- _SUPPLIED ENTRIES_
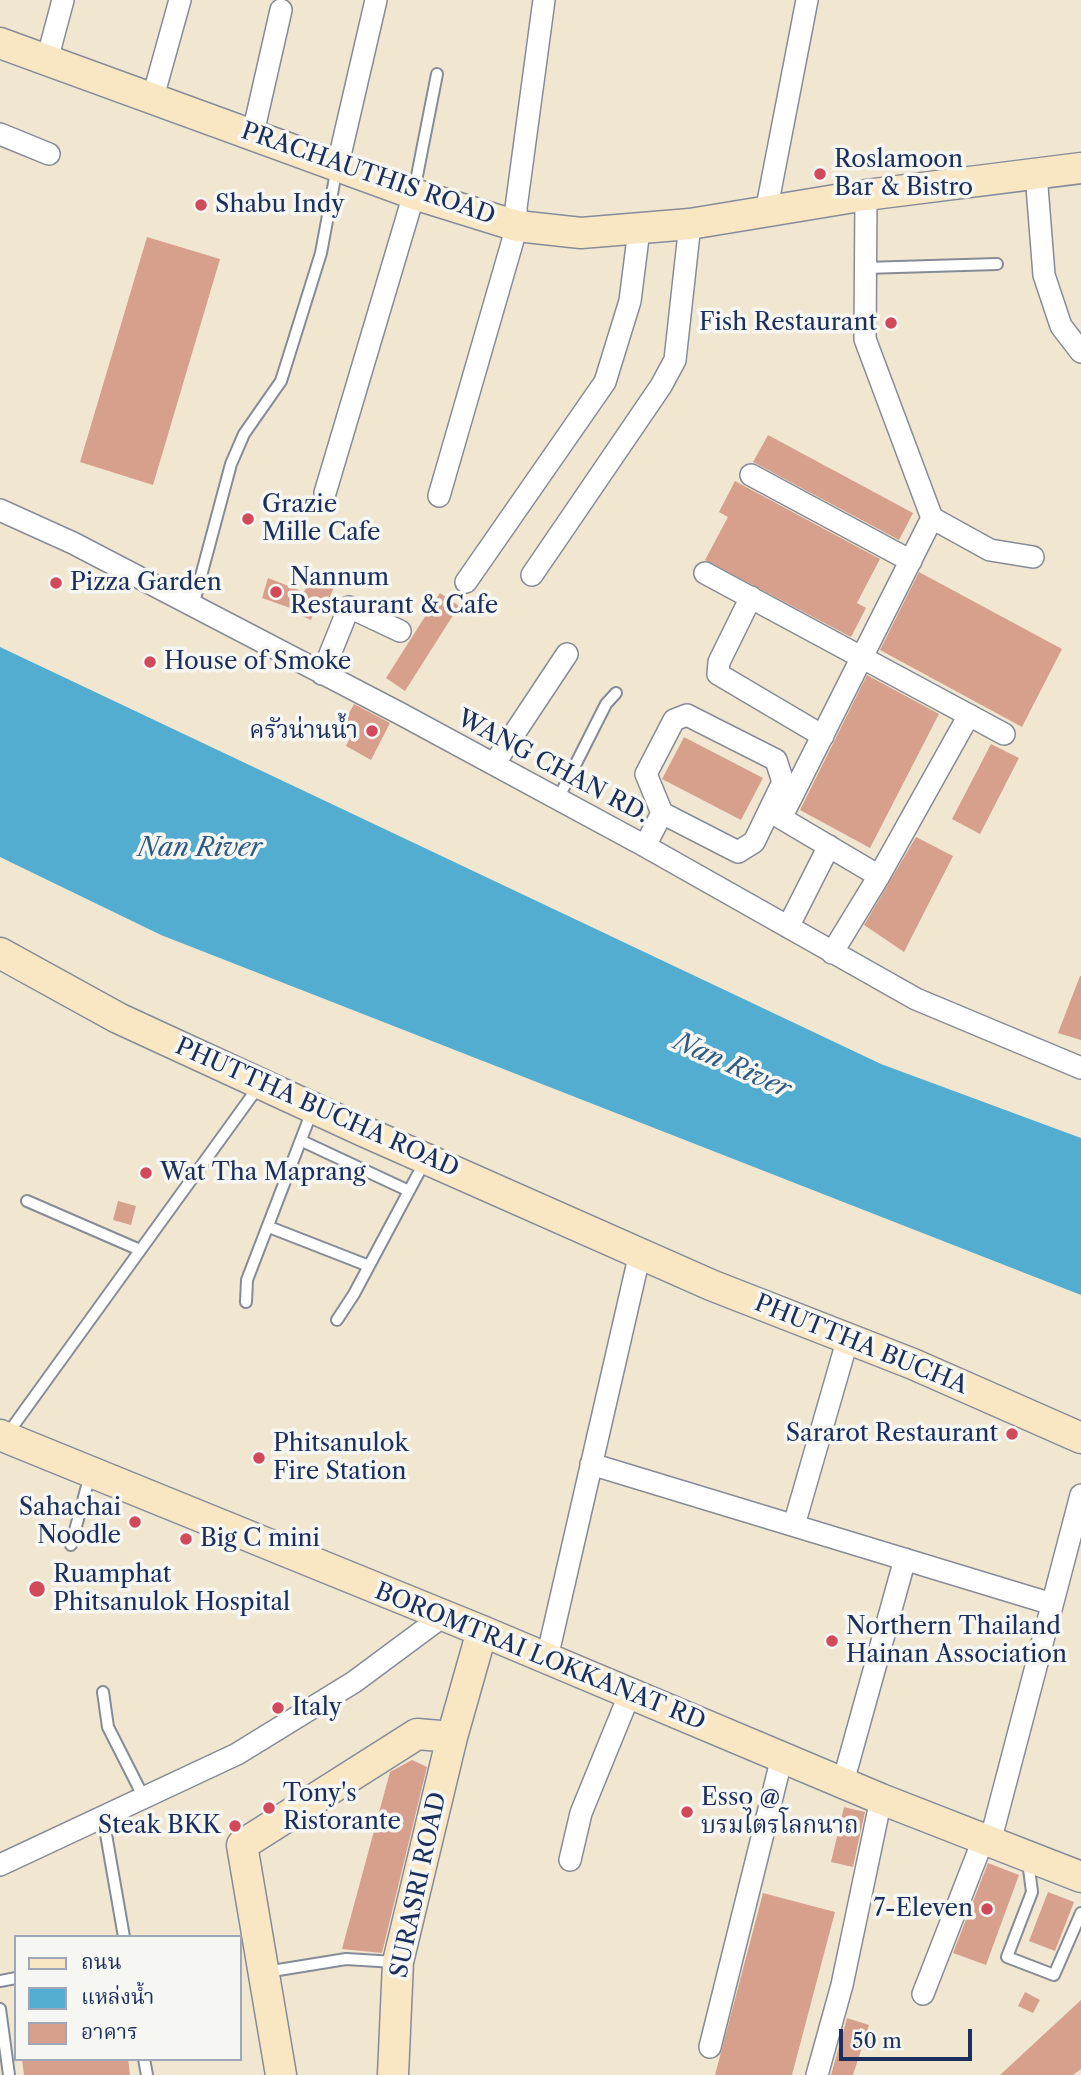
<!DOCTYPE html>
<meta charset="utf-8">
<style>
body{margin:0}
#map{position:relative;width:1081px;height:2075px;overflow:hidden;background:#f1e7d1;font-family:"Libre Caslon Text","Noto Serif Thai",serif}
canvas{display:block}
.legend{position:absolute;left:14px;top:1935px;width:228px;height:126px;box-sizing:border-box;background:#f6f6f2;border:2px solid #9ea6b7;margin:0;padding:9px 12px;list-style:none;font-size:21px;color:#1b2f5e}
.legend li{display:flex;align-items:center;gap:14px;height:35px}
.legend b{width:35px;border:2px solid #9ea6b7}
.scale{position:absolute;left:839px;top:2029px;width:133px;height:32px;box-sizing:border-box;border:4px solid #1b2f5e;border-top:0;padding-left:9px;font-size:21px;line-height:24px;white-space:nowrap;color:#1b2f5e;-webkit-text-stroke:5px #f6f6f2;paint-order:stroke}
</style>
<div id="map">
<canvas width="1081" height="2075"></canvas>
<ul class="legend">
<li><b style="height:9px;background:#f9e7c3"></b>ถนน</li>
<li><b style="height:19px;background:#53add1"></b>แหล่งน้ำ</li>
<li><b style="height:19px;background:#d7a08d"></b>อาคาร</li>
</ul>
<div class="scale">50 m</div>
</div>
<script>
const g = document.querySelector('canvas').getContext('2d');
g.lineJoin = 'round';
function fill(path, color) {
  g.fillStyle = color;
  g.fill(path, 'evenodd');
}
function toPath(rows) {
  const path = new Path2D();
  for (const r of rows) {
    path.moveTo(r[0], r[1]);
    for (let i = 2; i < r.length; i += 2) path.lineTo(r[i], r[i + 1]);
  }
  return path;
}
function strokePath(path, color, width, dash) {
  g.strokeStyle = color;
  g.lineWidth = width;
  g.lineCap = dash ? 'butt' : 'round';
  g.setLineDash(dash || []);
  g.stroke(path);
}
function drawText(font, color, halo, rows, align = 'center') {
  g.font = font + ' "Libre Caslon Text","Noto Serif Thai",serif';
  g.lineWidth = 7;
  g.setLineDash([]);
  g.textBaseline = 'middle';
  g.strokeStyle = halo;
  g.fillStyle = color;
  for (const [text, x, y, turn = 0] of rows) {
    g.save();
    g.translate(x, y);
    g.rotate((+turn || 0) * Math.PI / 180);
    g.textAlign = isNaN(turn) ? turn : align;
    if (halo) g.strokeText(text, 0, 0);
    g.fillText(text, 0, 0);
    g.restore();
  }
}
fill(toPath([
 [0,647,881,1064,1081,1138,1081,1295,161,935,0,857]
]), '#53add1');
fill(toPath([
 [147,237,220,259,153,485,80,462],
 [768,435,913,513,899,540,753,462],
 [735,481,880,559,857,603,866,608,851,637,705,560,728,517,719,512],
 [919,572,1062,649,1022,727,880,650],
 [311,577,334,587,323,613,315,610,311,620,295,613,296,610,262,598,268,578,304,592],
 [440,593,459,606,405,691,386,678],
 [867,675,939,714,870,848,800,810],
 [354,704,390,723,371,760,346,746,354,730,343,724],
 [684,737,763,778,741,820,662,779],
 [991,744,1019,758,980,834,952,819],
 [916,837,953,856,904,952,864,925],
 [1080,976,1081,976,1081,1040,1058,1033],
 [118,1201,136,1206,131,1225,113,1220],
 [412,1760,427,1767,382,1953,342,1949,390,1772],
 [844,1807,865,1812,853,1867,831,1862],
 [988,1863,1019,1875,986,1965,953,1953],
 [1048,1892,1074,1902,1055,1951,1029,1941],
 [763,1893,835,1912,792,2075,715,2075],
 [1025,1992,1040,2000,1033,2013,1018,2006],
 [1081,2000,1081,2069,1073,2075,1000,2075],
 [847,2018,869,2025,853,2075,831,2075],
 [22,2059,128,2059,130,2075,24,2075]
]), '#d7a08d');
const lane = toPath([
 [414,191,437,74],
 [865,268,997,264],
 [193,606,231,464,244,434,281,381,321,253,337,167],
 [558,799,606,704,616,693],
 [302,1141,409,1191],
 [27,1201,140,1250],
 [269,1227,369,1266],
 [246,1302,247,1280,312,1111],
 [337,1320,354,1294,425,1161],
 [6,1436,259,1086],
 [71,1545,90,1475],
 [103,1692,108,1727,144,1798],
 [103,1817,124,1937],
 [1028,1861,1032,1892,1007,1957,1054,1975,1081,1913],
 [266,1972,346,1959,395,1962],
 [0,1981,16,1978],
 [0,2009,9,2075],
 [144,2059,147,2075]
]);
const street = toPath([
 [47,60,63,0],
 [153,97,180,0],
 [253,133,281,10],
 [0,134,49,154],
 [338,164,376,0],
 [1036,174,1044,275,1061,326,1081,352],
 [866,195,865,339,932,518,990,550,1033,557],
 [766,212,807,0],
 [751,475,911,561],
 [325,493,414,194],
 [439,496,517,226,516,208,544,0],
 [0,510,73,543,401,714,645,846,916,999,1081,1068],
 [705,573,1004,734],
 [532,575,661,386,675,360,690,224],
 [466,582,605,382,630,301,639,230],
 [751,597,719,662,718,674,823,736],
 [322,674,349,607,400,631],
 [494,764,567,654],
 [645,846,662,813,738,852,754,842,783,782,776,760,687,715,674,720,646,774,662,813],
 [879,876,781,818,932,518],
 [788,927,829,846],
 [832,953,879,876,969,715],
 [591,1464,1052,1604],
 [794,1525,848,1338],
 [547,1658,640,1253],
 [843,1782,905,1559],
 [990,1842,1081,1495],
 [570,1860,581,1813,630,1693],
 [0,1865,237,1754,354,1682,443,1616],
 [923,1994,983,1840],
 [710,2047,782,1757],
 [817,2075,842,1985,881,1799]
]);
const secondary = toPath([
 [0,43,414,194,517,226,581,233,690,224,866,195,1081,168],
 [0,953,118,1018,363,1131,711,1285,913,1364,1081,1438],
 [0,1435,482,1631,881,1799,1081,1877],
 [281,2075,242,1845,417,1734,452,1737],
 [393,2075,398,1962,452,1737,482,1631]
]);
strokePath(lane, '#868b98', 14);
strokePath(street, '#868b98', 24);
strokePath(secondary, '#868b98', 33);
strokePath(lane, '#fff', 10);
strokePath(street, '#fff', 21);
strokePath(secondary, '#f9e7c3', 30);
for (const [x, y, r, color] of [
 [820,174,7,"#d1495b"],
 [201,205,7,"#d1495b"],
 [891,323,7,"#d1495b"],
 [248,519,7,"#d1495b"],
 [56,583,7,"#d1495b"],
 [276,592,7,"#d1495b"],
 [150,662,7,"#d1495b"],
 [372,731,7,"#d1495b"],
 [146,1173,7,"#d1495b"],
 [1012,1434,7,"#d1495b"],
 [259,1458,7,"#d1495b"],
 [135,1522,7,"#d1495b"],
 [186,1539,7,"#d1495b"],
 [37,1589,9,"#d1495b"],
 [832,1641,7,"#d1495b"],
 [278,1708,7,"#d1495b"],
 [269,1808,7,"#d1495b"],
 [687,1812,7,"#d1495b"],
 [235,1826,7,"#d1495b"],
 [987,1909,7,"#d1495b"]
]) {
  const dot = new Path2D();
  dot.arc(x, y, r, 0, 2 * Math.PI);
  g.fillStyle = color;
  g.fill(dot);
  strokePath(dot, '#f6f6f2', 2.5);
}
drawText('24px', '#1b2f5e', '#f6f6f2', [
 ["Roslamoon",834,160],
 ["Bar & Bistro",834,188],
 ["Shabu Indy",215,205],
 ["Fish Restaurant",877,323,"right"],
 ["Grazie",262,505],
 ["Mille Cafe",262,533],
 ["Nannum",290,578],
 ["Restaurant & Cafe",290,606],
 ["Pizza Garden",70,583],
 ["House of Smoke",164,662],
 ["ครัวน่านน้ำ",358,731,"right"],
 ["Wat Tha Maprang",160,1173],
 ["Sararot Restaurant",998,1434,"right"],
 ["Phitsanulok",273,1444],
 ["Fire Station",273,1472],
 ["Sahachai",121,1508,"right"],
 ["Noodle",121,1536,"right"],
 ["Big C mini",200,1539],
 ["Ruamphat",53,1575],
 ["Phitsanulok Hospital",53,1603],
 ["Northern Thailand",846,1627],
 ["Hainan Association",846,1655],
 ["Italy",292,1708],
 ["Tony's",283,1794],
 ["Ristorante",283,1822],
 ["Esso @",701,1798],
 ["บรมไตรโลกนาถ",701,1826],
 ["Steak BKK",221,1826,"right"],
 ["7-Eleven",973,1909,"right"]
], 'left');
drawText('24px', '#1b2f5e', '#f6f6f2', [
 ["PRACHAUTHIS ROAD",368,174,19],
 ["WANG CHAN RD.",553,767,28],
 ["PHUTTHA BUCHA ROAD",317,1108,24],
 ["PHUTTHA BUCHA",861,1345,22],
 ["BOROMTRAI LOKKANAT RD",540,1657,22],
 ["SURASRI ROAD",419,1885,-78]
]);
drawText('italic 26px', '#2f5b86', '#f6f6f2', [
 ["Nan River",200,848],
 ["Nan River",732,1066,24]
]);
</script>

- _ASSIGNMENT_
Examine each line of the listing for the word "class" and state only how many lines contain it.

- _RESPONSE AREA_
2